## EXERCISE AIM:
All of the records should be reproduced word for word, but no images may appear in the copy.

## Collected data:
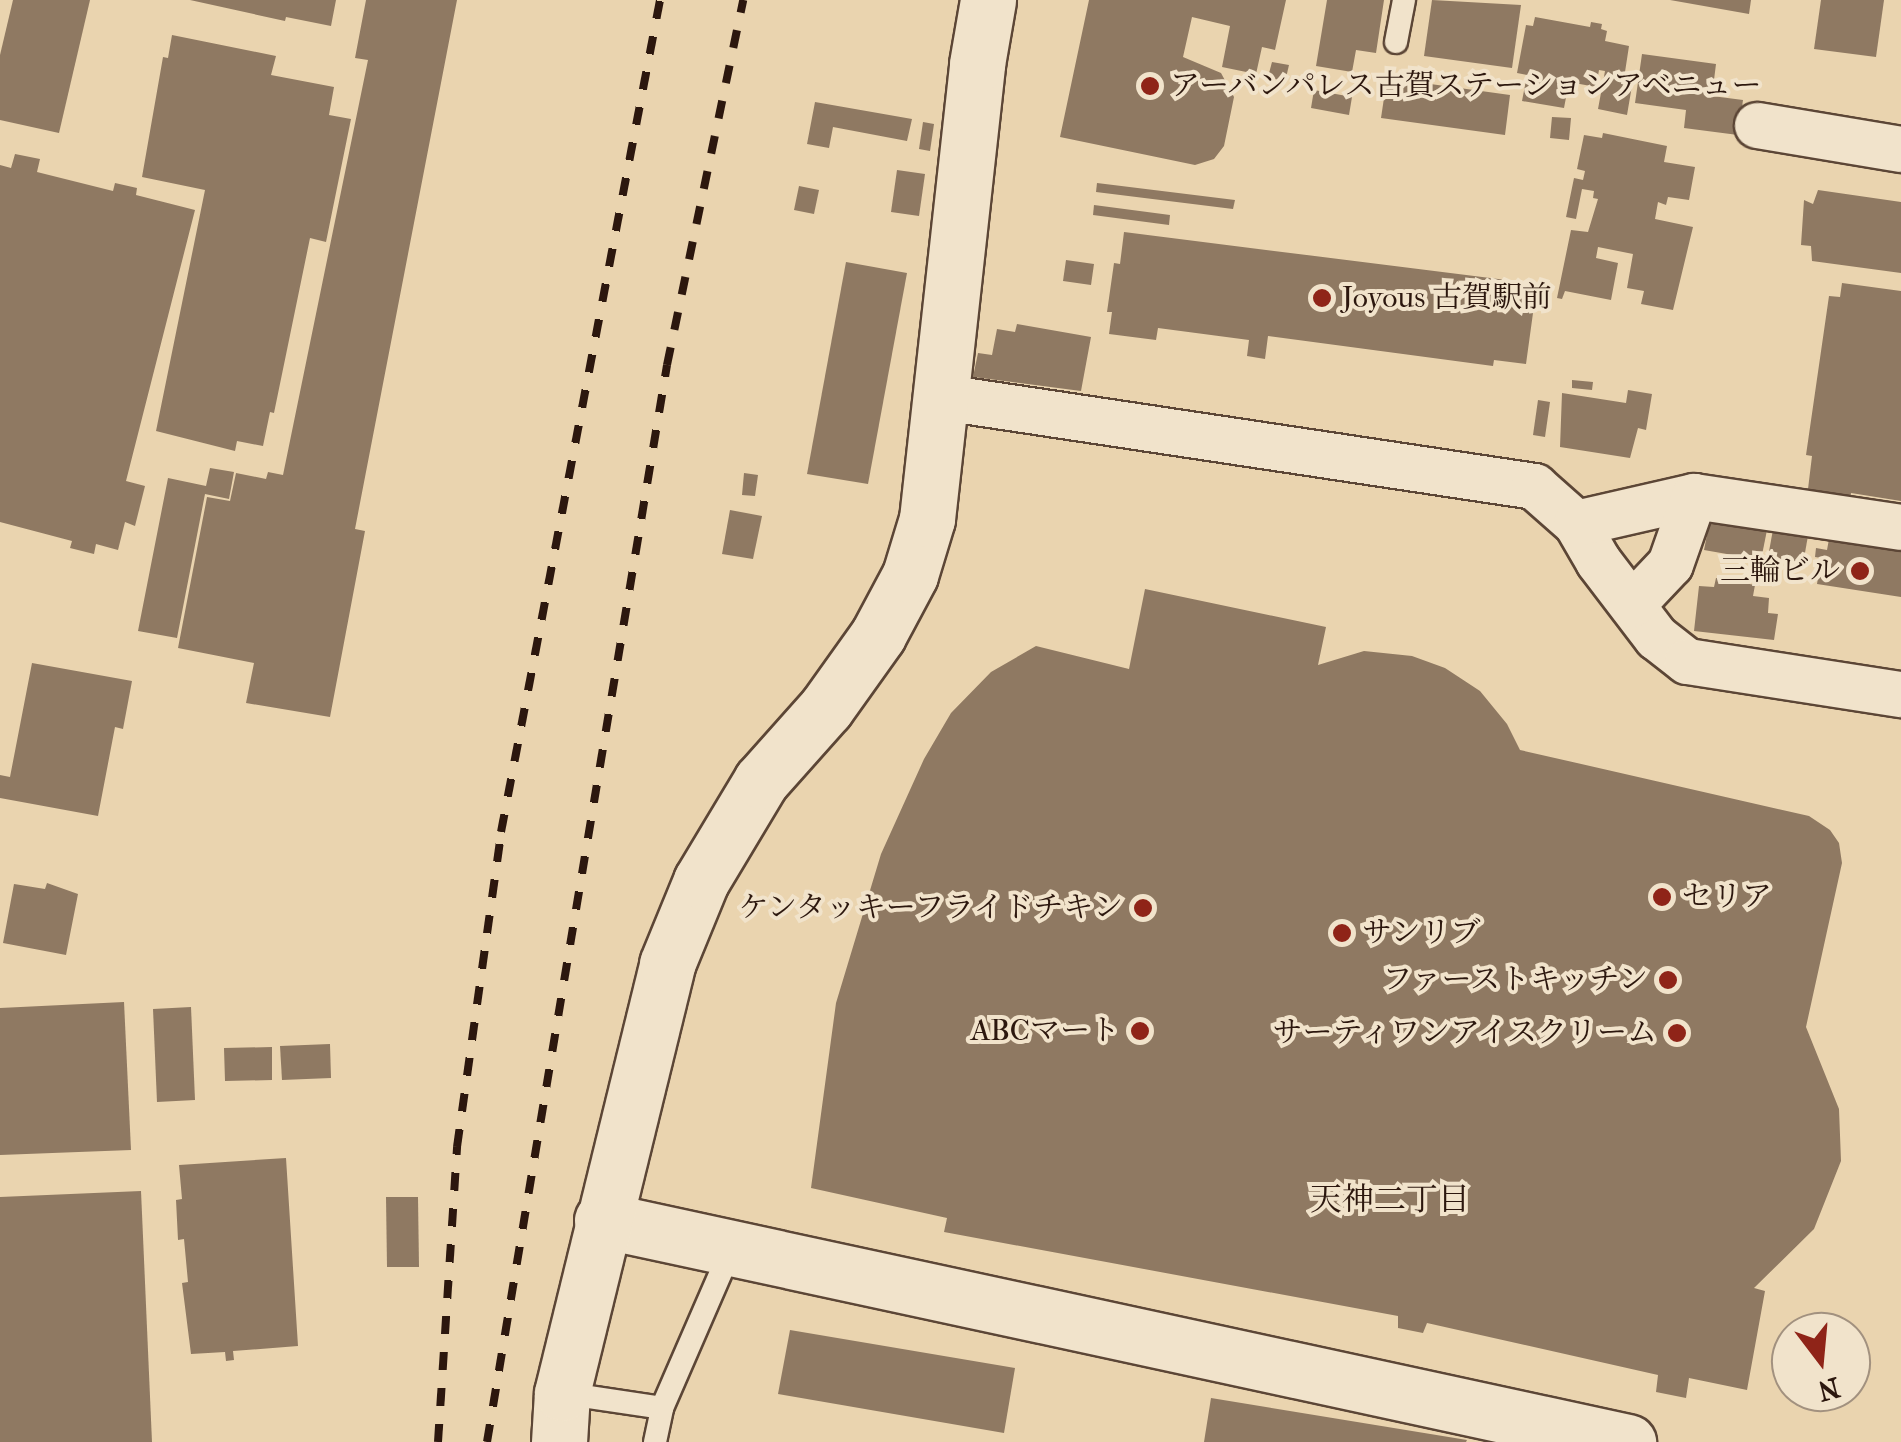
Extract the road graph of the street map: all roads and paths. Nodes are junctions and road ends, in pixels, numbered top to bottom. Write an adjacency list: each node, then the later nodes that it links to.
1 (988, 0): 6 (street)
2 (1404, 0): 3 (lane)
3 (1396, 42)
4 (1758, 125): 5 (street)
5 (1901, 149)
6 (943, 398): 8 (street); 12 (street)
7 (1694, 496): 8 (street); 9 (street); 10 (street)
8 (1576, 523): 10 (street)
9 (1901, 527)
10 (1632, 604): 11 (street)
11 (1901, 694)
12 (602, 1220): 13 (street); 15 (street)
13 (732, 1248): 14 (lane); 17 (street)
14 (662, 1408): 15 (lane); 16 (lane)
15 (561, 1418)
16 (655, 1442)
17 (1628, 1442)

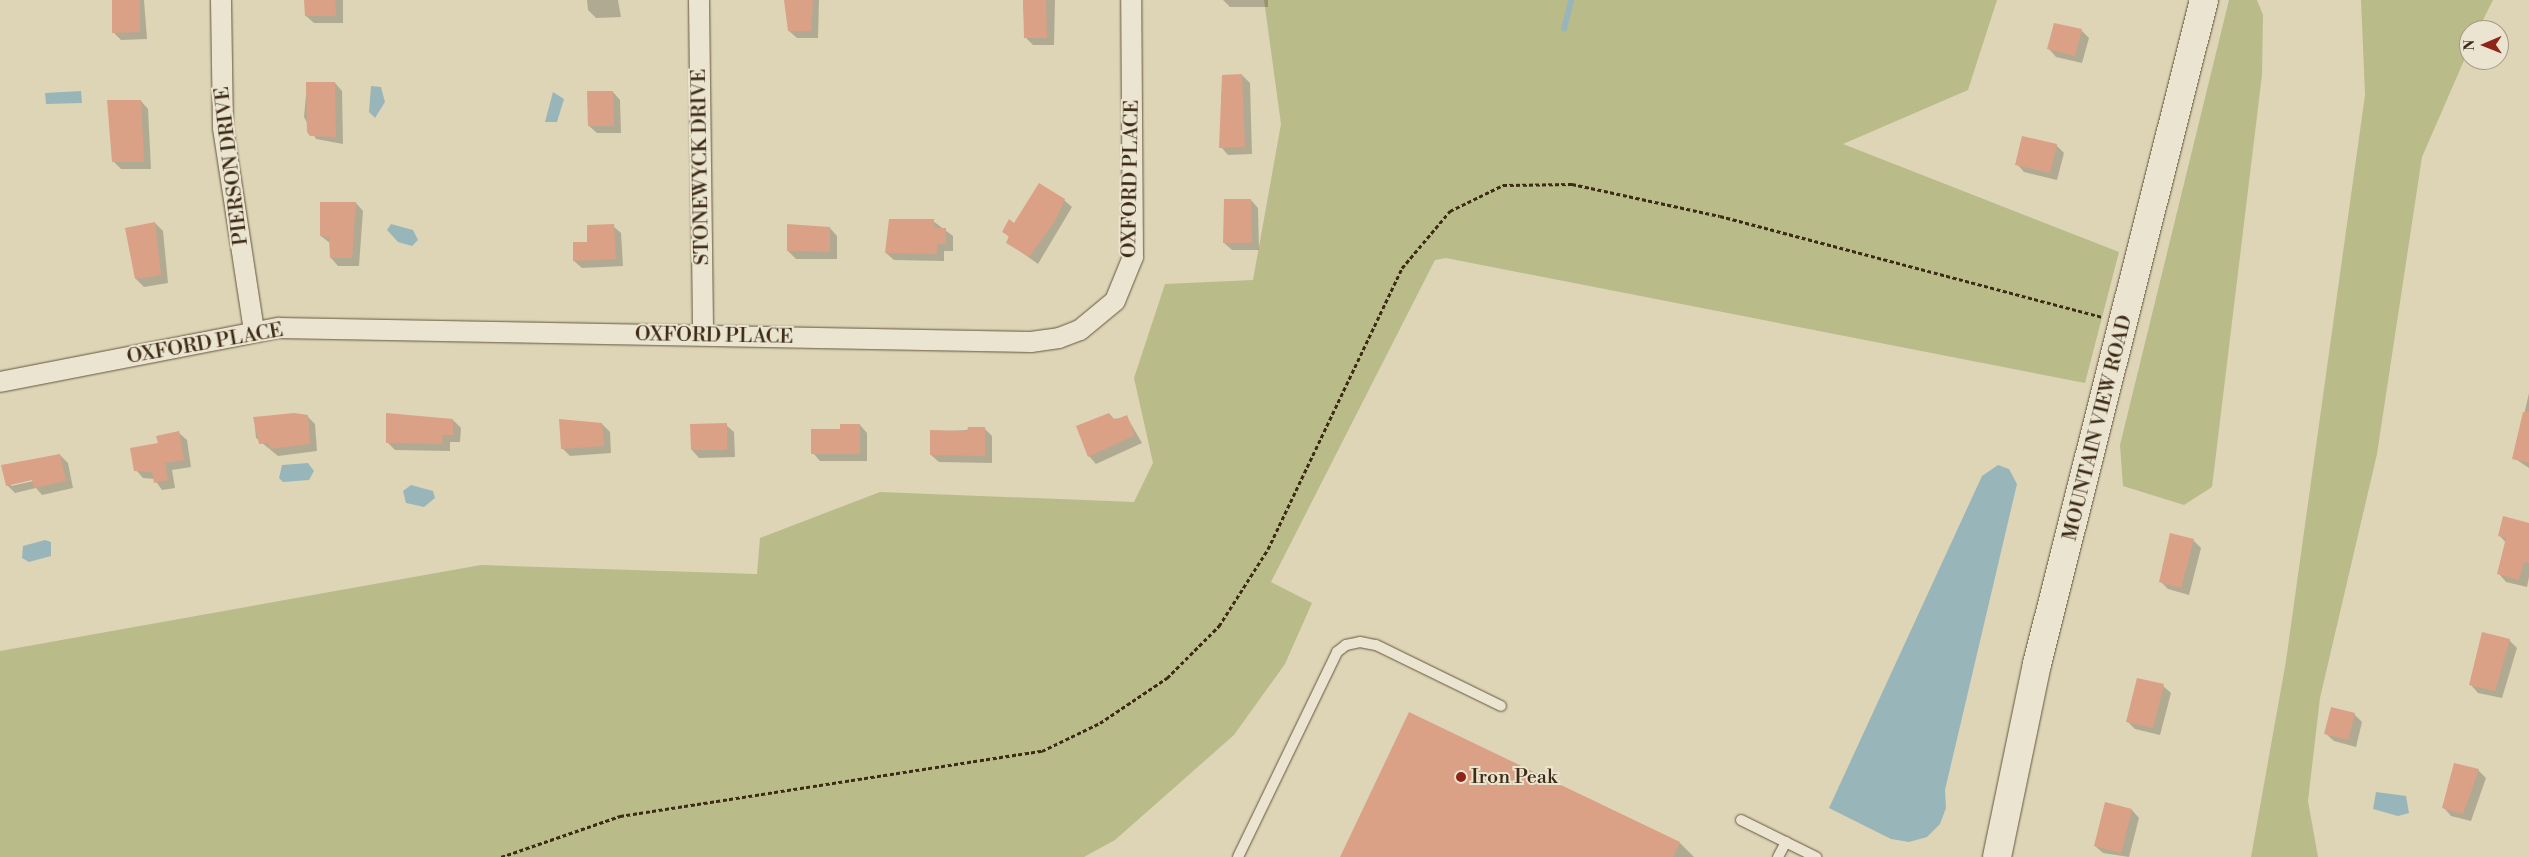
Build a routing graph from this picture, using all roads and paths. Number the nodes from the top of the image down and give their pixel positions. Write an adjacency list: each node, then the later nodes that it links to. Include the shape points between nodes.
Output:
1 (221, 0): 6 (street, PIERSON DRIVE, via 224,128)
2 (699, 0): 7 (street, STONEWYCK DRIVE)
3 (1131, 0): 7 (street, OXFORD PLACE, via 1133,257 1126,280 1099,317 1059,338 1031,342)
4 (2204, 0): 5 (street, MOUNTAIN VIEW ROAD)
5 (2125, 323): 12 (path, via 1720,216 1572,184 1503,185 1450,211 1402,268 1268,548 1219,626 1167,678 1100,723 1042,751 620,816); 16 (street, MOUNTAIN VIEW ROAD, via 2037,664)
6 (254, 332): 7 (street, OXFORD PLACE, via 302,328); 8 (street, OXFORD PLACE)
7 (703, 335)
8 (0, 382)
9 (1502, 706): 13 (lane, via 1376,645 1360,642 1346,645 1336,652)
10 (1741, 820): 11 (lane)
11 (1786, 842): 14 (lane); 15 (lane)
12 (501, 857)
13 (1238, 857)
14 (1778, 857)
15 (1816, 857)
16 (1997, 857)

## RESULT OF THE TASK:
Extract the road graph of the street map: all roads and paths. Nodes are junctions and road ends, in pixels, numbered top to bottom. Write an adjacency list: each node, then the later nodes that it links to.
1 (988, 0): 6 (street)
2 (1404, 0): 3 (lane)
3 (1396, 42)
4 (1758, 125): 5 (street)
5 (1901, 149)
6 (943, 398): 8 (street); 12 (street)
7 (1694, 496): 8 (street); 9 (street); 10 (street)
8 (1576, 523): 10 (street)
9 (1901, 527)
10 (1632, 604): 11 (street)
11 (1901, 694)
12 (602, 1220): 13 (street); 15 (street)
13 (732, 1248): 14 (lane); 17 (street)
14 (662, 1408): 15 (lane); 16 (lane)
15 (561, 1418)
16 (655, 1442)
17 (1628, 1442)

Build a routing graph from this picture, using all roads and paths. Number the nodes from the top of the image down and give their pixel positions. Write an adjacency list: each node, then the later nodes that it links to. Include the shape points between nodes.
Output:
1 (221, 0): 6 (street, PIERSON DRIVE, via 224,128)
2 (699, 0): 7 (street, STONEWYCK DRIVE)
3 (1131, 0): 7 (street, OXFORD PLACE, via 1133,257 1126,280 1099,317 1059,338 1031,342)
4 (2204, 0): 5 (street, MOUNTAIN VIEW ROAD)
5 (2125, 323): 12 (path, via 1720,216 1572,184 1503,185 1450,211 1402,268 1268,548 1219,626 1167,678 1100,723 1042,751 620,816); 16 (street, MOUNTAIN VIEW ROAD, via 2037,664)
6 (254, 332): 7 (street, OXFORD PLACE, via 302,328); 8 (street, OXFORD PLACE)
7 (703, 335)
8 (0, 382)
9 (1502, 706): 13 (lane, via 1376,645 1360,642 1346,645 1336,652)
10 (1741, 820): 11 (lane)
11 (1786, 842): 14 (lane); 15 (lane)
12 (501, 857)
13 (1238, 857)
14 (1778, 857)
15 (1816, 857)
16 (1997, 857)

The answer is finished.